* [Try it] Throughout the entries below, report every line where "Doktor" is found.

Collected data entries:
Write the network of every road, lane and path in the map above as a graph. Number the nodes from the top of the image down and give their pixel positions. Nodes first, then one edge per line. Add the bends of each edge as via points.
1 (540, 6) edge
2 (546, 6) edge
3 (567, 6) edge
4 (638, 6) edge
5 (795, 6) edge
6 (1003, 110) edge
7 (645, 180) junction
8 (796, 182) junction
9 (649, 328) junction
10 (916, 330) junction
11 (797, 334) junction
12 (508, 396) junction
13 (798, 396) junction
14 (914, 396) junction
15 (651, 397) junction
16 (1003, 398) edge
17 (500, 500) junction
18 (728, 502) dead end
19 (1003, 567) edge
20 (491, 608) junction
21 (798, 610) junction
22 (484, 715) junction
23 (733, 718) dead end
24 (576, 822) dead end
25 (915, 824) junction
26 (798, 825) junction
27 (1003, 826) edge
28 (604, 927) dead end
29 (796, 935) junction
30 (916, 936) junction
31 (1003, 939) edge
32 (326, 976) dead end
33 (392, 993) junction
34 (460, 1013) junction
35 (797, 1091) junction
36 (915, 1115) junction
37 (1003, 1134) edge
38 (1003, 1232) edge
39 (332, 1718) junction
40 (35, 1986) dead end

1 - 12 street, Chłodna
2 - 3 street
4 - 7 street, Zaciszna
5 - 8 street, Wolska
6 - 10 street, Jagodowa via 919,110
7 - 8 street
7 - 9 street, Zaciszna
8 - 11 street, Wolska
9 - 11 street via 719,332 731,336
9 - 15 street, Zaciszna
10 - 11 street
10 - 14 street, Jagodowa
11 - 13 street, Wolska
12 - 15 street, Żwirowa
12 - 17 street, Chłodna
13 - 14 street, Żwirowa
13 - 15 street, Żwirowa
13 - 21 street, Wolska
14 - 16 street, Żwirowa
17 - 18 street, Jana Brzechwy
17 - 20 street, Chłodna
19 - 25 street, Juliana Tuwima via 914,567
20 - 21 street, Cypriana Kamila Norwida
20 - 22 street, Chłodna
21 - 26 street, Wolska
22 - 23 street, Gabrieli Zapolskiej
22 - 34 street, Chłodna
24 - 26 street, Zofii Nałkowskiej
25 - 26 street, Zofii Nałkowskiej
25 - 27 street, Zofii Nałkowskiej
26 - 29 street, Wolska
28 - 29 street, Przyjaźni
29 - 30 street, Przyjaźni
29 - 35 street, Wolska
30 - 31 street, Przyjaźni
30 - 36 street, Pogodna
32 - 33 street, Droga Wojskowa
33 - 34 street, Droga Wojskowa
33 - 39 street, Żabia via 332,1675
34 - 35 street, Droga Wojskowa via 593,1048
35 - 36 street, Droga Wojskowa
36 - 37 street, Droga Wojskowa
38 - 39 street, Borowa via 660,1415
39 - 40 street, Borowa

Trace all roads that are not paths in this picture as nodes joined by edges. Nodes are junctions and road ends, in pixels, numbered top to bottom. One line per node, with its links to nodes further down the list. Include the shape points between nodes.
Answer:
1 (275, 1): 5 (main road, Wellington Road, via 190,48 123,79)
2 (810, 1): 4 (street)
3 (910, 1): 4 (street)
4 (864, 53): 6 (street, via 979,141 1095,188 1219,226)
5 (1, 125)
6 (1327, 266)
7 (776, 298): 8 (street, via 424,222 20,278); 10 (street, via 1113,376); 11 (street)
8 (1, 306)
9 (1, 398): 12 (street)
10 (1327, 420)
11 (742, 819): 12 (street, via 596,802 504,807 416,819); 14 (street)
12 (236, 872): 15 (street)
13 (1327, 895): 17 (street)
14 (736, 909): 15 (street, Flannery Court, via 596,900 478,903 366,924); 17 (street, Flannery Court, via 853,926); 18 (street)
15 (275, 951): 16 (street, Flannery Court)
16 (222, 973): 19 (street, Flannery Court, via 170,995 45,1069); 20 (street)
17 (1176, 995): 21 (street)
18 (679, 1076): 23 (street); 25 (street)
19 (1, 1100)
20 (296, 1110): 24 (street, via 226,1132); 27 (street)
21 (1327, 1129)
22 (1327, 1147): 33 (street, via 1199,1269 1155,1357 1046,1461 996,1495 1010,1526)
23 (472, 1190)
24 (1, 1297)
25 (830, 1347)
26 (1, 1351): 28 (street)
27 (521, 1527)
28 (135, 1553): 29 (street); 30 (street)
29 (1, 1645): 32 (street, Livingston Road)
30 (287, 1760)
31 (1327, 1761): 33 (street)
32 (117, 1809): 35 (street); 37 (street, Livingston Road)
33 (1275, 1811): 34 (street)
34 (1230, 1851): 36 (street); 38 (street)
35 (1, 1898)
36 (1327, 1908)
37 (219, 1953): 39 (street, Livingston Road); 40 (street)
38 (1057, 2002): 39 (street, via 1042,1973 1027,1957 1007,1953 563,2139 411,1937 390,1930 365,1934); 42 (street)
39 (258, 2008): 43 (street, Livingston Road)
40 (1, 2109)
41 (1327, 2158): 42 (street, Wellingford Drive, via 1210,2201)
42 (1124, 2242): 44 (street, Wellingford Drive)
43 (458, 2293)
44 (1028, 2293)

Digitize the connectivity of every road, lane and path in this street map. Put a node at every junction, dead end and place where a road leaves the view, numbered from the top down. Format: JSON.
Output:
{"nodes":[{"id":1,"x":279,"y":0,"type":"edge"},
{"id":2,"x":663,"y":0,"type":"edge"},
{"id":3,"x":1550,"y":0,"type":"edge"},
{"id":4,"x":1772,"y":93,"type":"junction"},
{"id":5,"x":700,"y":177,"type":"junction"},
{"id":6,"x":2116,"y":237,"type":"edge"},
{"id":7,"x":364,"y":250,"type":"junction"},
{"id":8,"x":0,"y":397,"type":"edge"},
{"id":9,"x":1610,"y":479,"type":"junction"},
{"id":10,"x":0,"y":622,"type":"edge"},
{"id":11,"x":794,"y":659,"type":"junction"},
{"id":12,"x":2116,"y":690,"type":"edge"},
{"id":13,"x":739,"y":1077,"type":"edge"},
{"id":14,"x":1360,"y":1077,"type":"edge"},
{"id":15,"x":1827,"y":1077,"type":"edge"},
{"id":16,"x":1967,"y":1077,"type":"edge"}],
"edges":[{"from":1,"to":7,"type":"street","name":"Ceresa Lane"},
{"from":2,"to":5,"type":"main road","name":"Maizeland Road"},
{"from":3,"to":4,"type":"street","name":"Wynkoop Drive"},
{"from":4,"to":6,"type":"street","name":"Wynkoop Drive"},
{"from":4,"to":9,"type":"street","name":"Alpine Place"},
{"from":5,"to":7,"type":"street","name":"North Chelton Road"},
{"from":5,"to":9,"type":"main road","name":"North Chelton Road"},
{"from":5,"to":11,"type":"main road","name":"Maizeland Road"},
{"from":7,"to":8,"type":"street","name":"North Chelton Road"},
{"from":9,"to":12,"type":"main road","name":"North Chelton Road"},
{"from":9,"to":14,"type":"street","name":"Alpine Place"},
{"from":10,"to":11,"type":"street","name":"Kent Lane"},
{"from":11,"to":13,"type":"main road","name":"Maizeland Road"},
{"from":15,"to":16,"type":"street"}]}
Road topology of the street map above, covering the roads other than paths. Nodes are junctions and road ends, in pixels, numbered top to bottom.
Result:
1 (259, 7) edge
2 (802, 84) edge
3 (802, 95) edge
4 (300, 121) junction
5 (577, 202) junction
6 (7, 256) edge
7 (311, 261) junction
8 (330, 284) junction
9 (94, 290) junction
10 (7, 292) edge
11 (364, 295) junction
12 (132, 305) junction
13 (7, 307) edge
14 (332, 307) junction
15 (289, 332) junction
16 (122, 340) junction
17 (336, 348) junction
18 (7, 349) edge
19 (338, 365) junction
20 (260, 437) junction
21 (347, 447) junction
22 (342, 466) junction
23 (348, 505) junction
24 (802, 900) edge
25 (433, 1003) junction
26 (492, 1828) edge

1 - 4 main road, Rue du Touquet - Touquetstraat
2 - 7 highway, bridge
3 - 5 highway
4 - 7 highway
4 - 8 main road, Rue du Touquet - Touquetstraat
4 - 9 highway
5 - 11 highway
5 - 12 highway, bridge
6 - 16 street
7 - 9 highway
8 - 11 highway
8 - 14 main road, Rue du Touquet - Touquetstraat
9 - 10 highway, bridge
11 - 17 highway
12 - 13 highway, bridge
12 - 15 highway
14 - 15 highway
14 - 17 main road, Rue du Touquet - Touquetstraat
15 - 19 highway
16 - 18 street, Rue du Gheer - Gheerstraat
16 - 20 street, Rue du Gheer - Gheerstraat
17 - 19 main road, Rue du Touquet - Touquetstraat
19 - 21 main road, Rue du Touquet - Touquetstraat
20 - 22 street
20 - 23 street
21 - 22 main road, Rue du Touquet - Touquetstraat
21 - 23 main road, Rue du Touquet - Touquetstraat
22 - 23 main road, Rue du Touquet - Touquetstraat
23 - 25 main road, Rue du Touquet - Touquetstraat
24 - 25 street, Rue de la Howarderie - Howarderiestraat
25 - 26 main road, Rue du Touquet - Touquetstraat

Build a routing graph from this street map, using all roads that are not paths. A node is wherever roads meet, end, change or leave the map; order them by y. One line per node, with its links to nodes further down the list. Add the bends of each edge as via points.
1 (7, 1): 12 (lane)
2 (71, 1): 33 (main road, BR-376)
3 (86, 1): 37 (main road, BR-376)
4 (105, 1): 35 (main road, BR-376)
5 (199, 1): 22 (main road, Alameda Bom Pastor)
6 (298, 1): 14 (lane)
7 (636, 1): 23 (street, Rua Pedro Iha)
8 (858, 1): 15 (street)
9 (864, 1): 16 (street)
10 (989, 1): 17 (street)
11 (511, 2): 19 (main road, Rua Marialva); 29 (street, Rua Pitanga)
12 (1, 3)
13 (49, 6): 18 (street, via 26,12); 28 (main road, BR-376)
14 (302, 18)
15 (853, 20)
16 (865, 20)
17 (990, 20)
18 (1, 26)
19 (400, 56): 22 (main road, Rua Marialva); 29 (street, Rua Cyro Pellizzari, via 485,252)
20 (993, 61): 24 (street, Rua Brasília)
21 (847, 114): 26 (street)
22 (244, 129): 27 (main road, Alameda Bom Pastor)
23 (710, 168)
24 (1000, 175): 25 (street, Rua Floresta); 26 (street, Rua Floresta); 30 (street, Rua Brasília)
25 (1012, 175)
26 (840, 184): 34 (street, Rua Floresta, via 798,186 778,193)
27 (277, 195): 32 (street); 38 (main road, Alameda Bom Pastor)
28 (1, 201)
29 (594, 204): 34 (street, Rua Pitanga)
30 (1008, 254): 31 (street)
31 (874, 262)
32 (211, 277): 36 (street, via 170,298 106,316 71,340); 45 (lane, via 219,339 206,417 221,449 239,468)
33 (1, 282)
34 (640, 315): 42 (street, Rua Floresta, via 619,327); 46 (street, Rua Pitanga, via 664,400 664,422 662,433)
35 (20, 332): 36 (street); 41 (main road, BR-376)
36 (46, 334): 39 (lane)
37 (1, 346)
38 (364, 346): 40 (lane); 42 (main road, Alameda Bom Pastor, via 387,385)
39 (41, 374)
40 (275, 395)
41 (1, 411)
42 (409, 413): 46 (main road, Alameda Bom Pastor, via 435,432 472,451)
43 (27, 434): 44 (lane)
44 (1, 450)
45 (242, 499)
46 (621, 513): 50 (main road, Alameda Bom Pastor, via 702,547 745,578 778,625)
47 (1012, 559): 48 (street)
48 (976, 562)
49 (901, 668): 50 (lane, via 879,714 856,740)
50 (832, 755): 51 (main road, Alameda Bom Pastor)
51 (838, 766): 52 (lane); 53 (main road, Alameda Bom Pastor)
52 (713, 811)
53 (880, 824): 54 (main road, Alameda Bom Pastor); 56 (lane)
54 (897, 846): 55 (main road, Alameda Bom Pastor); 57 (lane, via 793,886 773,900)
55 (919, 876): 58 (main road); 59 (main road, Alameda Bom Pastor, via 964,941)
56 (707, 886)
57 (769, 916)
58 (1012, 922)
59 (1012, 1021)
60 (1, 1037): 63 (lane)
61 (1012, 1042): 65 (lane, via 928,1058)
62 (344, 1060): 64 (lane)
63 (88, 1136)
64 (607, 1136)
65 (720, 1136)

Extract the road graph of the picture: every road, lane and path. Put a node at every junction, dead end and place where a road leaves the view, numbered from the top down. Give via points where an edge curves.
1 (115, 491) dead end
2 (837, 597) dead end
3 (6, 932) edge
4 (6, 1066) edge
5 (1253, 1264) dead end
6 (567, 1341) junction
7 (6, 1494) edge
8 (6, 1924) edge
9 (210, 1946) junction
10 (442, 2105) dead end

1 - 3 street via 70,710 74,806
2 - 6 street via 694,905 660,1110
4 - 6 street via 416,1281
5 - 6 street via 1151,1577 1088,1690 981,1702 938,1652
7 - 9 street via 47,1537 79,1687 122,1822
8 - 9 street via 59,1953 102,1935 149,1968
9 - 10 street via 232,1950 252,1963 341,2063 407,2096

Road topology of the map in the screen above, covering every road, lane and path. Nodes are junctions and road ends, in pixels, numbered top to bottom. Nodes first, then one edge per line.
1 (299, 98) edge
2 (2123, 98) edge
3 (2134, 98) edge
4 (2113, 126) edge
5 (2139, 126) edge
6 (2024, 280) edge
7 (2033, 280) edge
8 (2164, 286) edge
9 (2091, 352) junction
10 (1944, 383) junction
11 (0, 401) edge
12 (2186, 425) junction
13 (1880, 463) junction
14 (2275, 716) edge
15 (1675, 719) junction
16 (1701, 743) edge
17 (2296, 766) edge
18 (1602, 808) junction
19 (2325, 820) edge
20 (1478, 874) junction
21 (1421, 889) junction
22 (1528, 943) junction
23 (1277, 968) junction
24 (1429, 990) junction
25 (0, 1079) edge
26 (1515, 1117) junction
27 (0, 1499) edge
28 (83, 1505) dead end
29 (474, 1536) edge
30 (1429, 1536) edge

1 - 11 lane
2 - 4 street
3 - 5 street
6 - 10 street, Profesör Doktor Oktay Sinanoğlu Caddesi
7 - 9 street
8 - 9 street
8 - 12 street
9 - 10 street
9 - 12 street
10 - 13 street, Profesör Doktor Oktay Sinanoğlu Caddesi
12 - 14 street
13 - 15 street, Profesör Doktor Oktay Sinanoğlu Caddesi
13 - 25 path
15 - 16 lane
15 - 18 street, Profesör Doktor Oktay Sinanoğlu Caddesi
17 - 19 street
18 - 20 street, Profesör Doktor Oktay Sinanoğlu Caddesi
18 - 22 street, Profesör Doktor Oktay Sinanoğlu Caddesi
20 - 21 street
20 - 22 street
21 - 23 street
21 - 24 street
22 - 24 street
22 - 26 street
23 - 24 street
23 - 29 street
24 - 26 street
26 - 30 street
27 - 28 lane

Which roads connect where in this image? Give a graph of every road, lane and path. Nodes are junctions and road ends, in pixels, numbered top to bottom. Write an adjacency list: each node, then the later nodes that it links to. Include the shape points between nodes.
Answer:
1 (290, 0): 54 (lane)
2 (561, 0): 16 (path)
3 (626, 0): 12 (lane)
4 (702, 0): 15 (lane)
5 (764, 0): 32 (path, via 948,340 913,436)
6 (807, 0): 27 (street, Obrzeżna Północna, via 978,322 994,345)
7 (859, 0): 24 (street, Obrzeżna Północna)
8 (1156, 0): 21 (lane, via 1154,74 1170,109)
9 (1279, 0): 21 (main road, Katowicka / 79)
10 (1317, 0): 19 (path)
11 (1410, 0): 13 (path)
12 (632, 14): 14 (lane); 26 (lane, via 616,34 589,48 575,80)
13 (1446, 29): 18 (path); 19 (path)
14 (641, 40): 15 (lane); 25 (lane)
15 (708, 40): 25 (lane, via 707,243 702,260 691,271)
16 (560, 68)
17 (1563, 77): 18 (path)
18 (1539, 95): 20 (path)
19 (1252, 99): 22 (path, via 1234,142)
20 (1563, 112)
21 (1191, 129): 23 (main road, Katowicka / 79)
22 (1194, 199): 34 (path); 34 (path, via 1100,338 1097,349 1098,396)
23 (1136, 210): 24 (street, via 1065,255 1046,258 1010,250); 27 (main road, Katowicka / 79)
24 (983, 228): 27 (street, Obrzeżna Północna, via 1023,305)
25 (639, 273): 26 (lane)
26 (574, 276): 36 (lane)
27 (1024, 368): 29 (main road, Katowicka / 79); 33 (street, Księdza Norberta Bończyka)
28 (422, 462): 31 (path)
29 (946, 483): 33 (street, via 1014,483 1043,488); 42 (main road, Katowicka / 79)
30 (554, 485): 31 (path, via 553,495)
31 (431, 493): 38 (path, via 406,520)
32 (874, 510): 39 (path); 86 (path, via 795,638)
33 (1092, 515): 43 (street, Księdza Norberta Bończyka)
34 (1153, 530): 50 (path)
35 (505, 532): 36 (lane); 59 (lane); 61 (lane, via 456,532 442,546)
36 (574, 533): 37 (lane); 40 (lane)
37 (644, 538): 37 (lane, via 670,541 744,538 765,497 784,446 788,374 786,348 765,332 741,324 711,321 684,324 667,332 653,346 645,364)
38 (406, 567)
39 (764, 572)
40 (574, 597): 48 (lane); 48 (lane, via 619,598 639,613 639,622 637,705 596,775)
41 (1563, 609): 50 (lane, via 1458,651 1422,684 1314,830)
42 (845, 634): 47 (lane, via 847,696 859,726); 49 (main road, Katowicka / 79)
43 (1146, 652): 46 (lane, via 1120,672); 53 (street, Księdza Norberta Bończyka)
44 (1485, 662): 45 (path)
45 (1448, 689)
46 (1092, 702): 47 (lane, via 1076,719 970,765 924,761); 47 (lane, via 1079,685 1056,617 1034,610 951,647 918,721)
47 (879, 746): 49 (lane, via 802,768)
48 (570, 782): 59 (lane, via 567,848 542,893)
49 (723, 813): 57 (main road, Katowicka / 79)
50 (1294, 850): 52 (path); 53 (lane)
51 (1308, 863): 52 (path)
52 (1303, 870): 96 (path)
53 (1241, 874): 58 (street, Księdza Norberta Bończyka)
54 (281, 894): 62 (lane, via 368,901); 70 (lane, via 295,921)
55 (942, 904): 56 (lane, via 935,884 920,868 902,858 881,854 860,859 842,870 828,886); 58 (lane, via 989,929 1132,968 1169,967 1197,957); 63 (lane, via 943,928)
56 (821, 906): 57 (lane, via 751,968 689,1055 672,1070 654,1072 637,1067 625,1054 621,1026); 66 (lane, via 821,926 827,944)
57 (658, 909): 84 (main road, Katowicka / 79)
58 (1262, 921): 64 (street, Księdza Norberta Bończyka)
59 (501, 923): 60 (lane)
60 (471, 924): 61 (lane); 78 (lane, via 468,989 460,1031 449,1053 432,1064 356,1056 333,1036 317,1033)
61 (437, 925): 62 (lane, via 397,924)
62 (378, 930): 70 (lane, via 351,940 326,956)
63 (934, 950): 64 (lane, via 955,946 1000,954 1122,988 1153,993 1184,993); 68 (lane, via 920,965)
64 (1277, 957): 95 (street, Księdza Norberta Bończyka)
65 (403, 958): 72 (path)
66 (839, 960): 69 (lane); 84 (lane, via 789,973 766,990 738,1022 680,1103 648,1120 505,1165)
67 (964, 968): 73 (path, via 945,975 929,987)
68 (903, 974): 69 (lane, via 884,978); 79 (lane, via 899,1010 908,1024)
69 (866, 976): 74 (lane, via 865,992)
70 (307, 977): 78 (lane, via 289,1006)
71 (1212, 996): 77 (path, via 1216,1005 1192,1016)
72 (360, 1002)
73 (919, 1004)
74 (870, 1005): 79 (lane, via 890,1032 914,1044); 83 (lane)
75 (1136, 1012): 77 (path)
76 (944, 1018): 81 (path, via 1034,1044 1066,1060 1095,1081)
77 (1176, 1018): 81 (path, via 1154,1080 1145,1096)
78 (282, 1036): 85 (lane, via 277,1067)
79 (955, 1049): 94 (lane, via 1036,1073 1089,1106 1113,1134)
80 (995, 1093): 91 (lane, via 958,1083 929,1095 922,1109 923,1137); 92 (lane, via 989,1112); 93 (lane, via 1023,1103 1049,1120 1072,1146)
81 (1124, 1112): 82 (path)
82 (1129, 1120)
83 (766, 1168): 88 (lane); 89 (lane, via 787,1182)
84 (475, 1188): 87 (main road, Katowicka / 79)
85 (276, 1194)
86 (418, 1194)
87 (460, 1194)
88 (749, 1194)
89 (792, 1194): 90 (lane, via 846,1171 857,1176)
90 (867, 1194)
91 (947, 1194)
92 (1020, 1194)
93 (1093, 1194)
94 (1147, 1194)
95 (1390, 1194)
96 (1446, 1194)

* [Exercise solution]
6 - 10 street, Profesör Doktor Oktay Sinanoğlu Caddesi
10 - 13 street, Profesör Doktor Oktay Sinanoğlu Caddesi
13 - 15 street, Profesör Doktor Oktay Sinanoğlu Caddesi
15 - 18 street, Profesör Doktor Oktay Sinanoğlu Caddesi
18 - 20 street, Profesör Doktor Oktay Sinanoğlu Caddesi
18 - 22 street, Profesör Doktor Oktay Sinanoğlu Caddesi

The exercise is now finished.